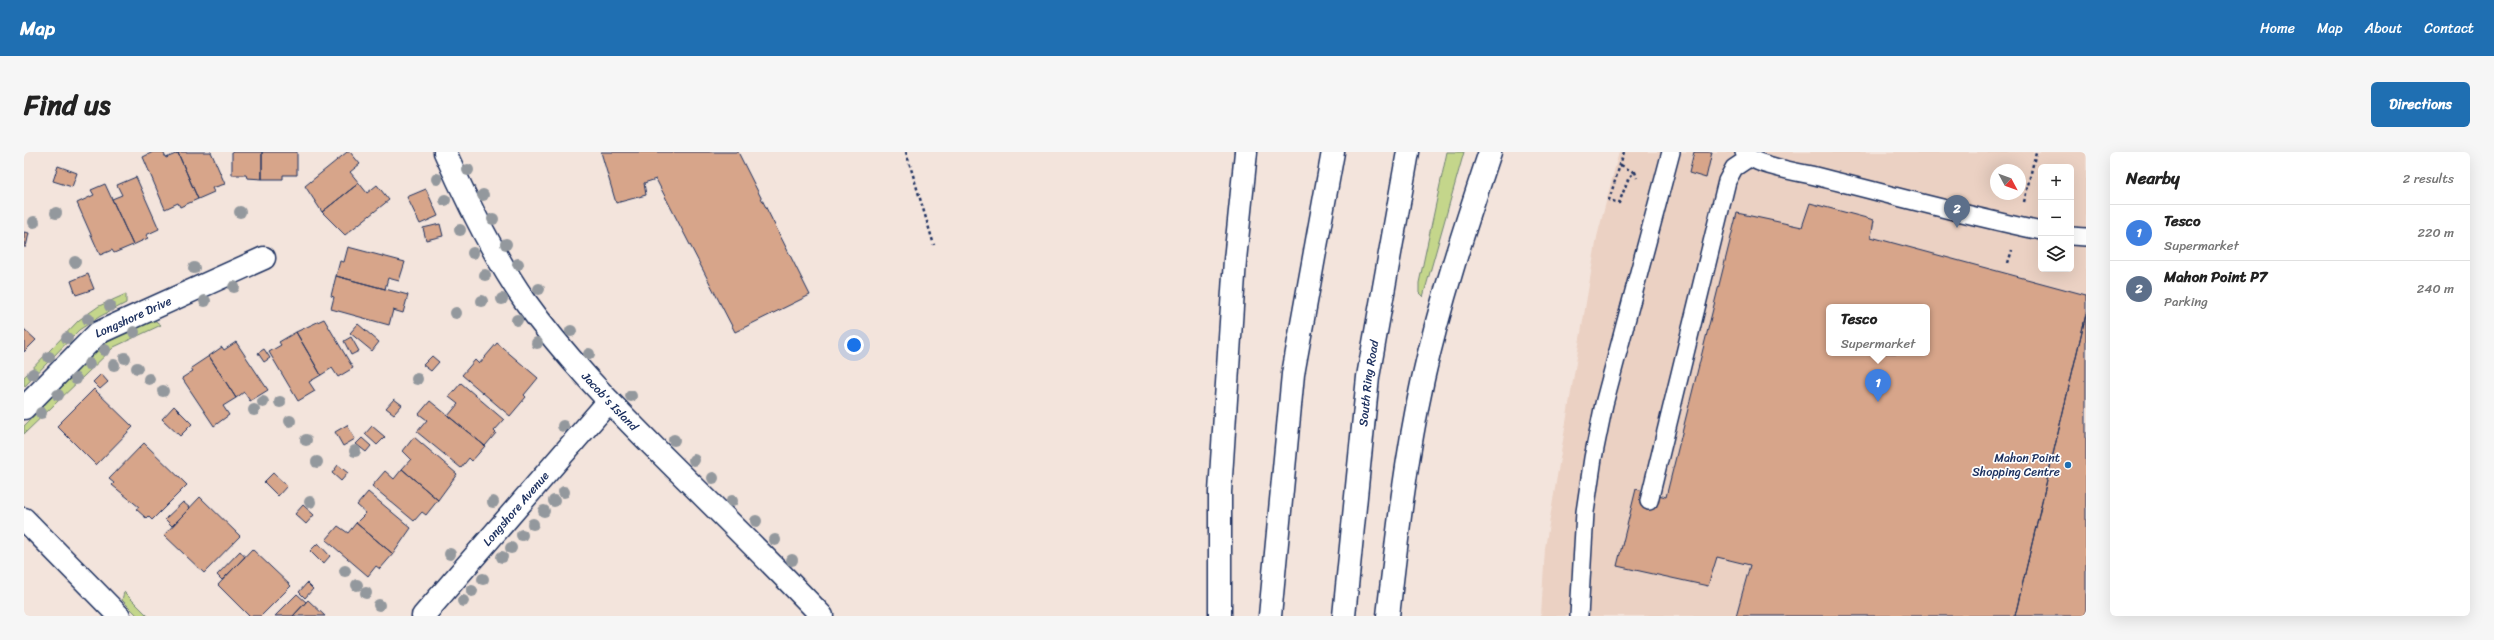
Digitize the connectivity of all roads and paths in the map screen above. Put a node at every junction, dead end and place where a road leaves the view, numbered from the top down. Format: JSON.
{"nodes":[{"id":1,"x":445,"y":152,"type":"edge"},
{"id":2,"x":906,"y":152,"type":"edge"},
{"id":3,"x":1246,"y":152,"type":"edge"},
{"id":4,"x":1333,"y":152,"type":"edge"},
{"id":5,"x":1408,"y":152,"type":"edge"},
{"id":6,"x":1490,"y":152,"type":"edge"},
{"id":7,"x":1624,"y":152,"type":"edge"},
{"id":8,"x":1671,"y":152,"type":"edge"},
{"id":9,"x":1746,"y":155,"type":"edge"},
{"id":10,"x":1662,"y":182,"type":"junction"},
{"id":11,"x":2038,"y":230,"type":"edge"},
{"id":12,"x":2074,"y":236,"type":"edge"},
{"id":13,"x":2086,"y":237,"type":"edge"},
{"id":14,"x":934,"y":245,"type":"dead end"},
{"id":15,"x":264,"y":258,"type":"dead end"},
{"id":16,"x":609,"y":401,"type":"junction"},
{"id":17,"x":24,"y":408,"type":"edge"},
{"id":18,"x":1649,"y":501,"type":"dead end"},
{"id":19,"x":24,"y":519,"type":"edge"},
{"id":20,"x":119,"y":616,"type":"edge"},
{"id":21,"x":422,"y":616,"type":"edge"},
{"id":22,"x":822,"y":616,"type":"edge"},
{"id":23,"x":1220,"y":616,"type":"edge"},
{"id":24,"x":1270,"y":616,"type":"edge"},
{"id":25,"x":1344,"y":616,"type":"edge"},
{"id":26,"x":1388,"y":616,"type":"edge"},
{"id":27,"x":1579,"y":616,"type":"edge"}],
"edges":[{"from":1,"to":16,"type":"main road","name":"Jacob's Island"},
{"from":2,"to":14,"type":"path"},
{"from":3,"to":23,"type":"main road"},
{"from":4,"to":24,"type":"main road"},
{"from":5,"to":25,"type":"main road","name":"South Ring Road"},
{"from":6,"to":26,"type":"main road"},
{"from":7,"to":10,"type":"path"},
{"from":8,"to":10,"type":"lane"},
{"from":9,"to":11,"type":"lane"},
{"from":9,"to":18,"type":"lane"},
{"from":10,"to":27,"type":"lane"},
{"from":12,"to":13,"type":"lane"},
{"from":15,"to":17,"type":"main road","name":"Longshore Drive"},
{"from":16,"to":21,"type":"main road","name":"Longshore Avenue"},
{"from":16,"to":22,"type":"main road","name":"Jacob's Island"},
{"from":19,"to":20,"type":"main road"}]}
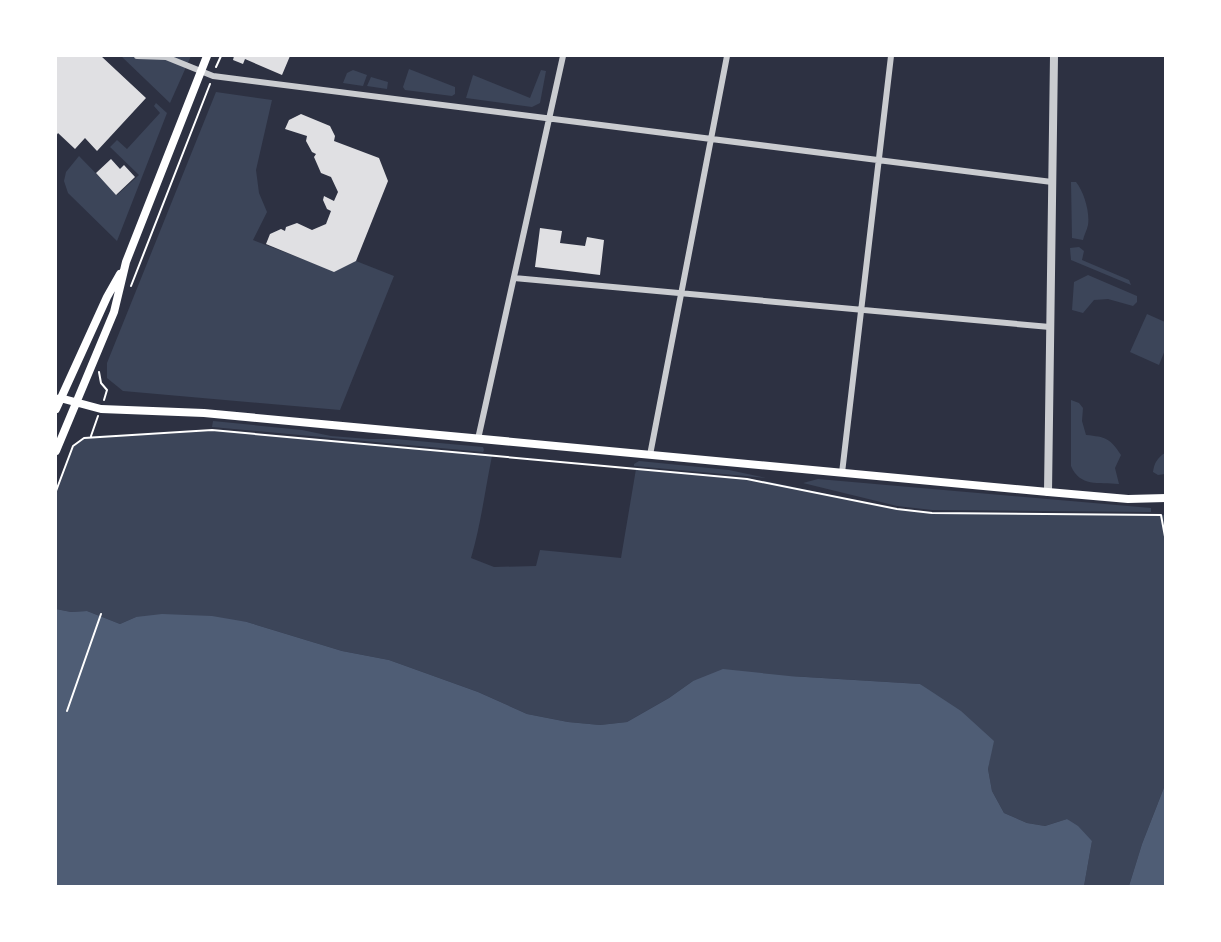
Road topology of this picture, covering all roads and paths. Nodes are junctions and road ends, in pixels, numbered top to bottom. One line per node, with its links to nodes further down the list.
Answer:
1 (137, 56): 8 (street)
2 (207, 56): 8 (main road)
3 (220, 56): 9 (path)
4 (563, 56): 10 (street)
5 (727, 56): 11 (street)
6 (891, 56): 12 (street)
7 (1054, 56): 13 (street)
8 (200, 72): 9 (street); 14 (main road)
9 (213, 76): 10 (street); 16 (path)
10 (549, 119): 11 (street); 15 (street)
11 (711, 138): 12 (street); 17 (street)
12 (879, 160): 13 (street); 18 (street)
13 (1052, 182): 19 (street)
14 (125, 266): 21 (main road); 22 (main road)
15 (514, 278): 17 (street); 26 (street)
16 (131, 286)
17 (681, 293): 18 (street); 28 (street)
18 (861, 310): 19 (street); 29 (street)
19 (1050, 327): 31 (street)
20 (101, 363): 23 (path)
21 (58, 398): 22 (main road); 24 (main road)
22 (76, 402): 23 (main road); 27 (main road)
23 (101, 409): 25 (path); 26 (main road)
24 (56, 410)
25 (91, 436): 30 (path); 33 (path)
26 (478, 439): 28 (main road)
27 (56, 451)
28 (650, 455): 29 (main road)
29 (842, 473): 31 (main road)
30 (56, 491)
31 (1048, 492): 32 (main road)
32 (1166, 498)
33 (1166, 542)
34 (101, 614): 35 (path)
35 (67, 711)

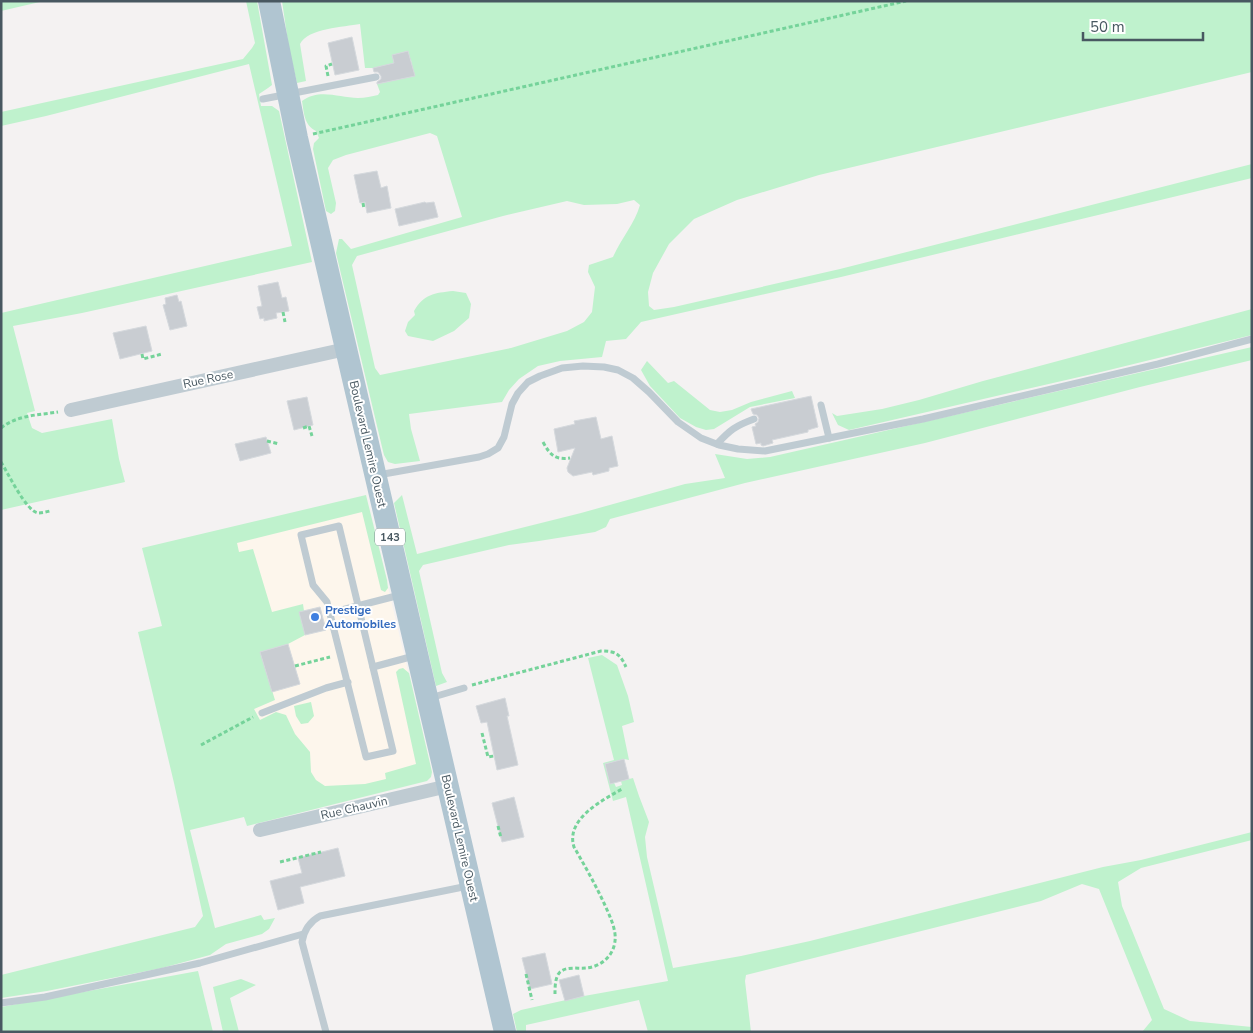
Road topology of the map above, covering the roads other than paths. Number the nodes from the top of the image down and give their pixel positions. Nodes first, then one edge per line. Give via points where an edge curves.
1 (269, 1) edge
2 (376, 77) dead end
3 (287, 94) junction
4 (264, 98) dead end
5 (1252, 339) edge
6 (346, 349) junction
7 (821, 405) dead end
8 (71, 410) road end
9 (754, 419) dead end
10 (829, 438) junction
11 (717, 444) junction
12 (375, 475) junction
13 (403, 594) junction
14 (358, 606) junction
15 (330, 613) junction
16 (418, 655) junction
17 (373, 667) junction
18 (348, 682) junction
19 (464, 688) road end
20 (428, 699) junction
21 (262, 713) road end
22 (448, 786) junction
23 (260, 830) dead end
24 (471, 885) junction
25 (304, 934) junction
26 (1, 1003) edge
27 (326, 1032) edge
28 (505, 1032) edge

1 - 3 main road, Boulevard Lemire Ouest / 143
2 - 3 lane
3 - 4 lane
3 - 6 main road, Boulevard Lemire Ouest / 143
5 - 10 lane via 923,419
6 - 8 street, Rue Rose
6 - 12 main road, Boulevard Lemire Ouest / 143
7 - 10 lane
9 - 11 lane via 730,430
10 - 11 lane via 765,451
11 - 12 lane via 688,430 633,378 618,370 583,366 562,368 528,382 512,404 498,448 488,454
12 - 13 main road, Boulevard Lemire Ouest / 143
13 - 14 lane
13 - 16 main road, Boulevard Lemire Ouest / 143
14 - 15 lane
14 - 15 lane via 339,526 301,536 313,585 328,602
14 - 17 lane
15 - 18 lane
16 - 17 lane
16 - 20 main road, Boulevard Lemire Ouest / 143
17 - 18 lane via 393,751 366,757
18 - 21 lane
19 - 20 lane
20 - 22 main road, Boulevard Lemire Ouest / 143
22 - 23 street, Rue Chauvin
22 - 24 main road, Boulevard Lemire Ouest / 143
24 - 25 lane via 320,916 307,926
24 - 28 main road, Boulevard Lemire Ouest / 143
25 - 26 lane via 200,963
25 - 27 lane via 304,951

....................

* _What is required_
Search the records for the string "paths" and report each line that has it.

* _Exercise result_
Digitize the connectivity of all roads and paths in the map screen above. Put a node at every junction, dead end and place where a road leaves the view, numbered from the top down. Format: JSON.
Road topology of this picture, covering all roads and paths. Nodes are junctions and road ends, in pixels, numbered top to bottom. One line per node, with its links to nodes further down the list.
Road topology of the map above, covering the roads other than paths. Number the nodes from the top of the image down and give their pixel positions. Nodes first, then one edge per line. Give via points where an edge curves.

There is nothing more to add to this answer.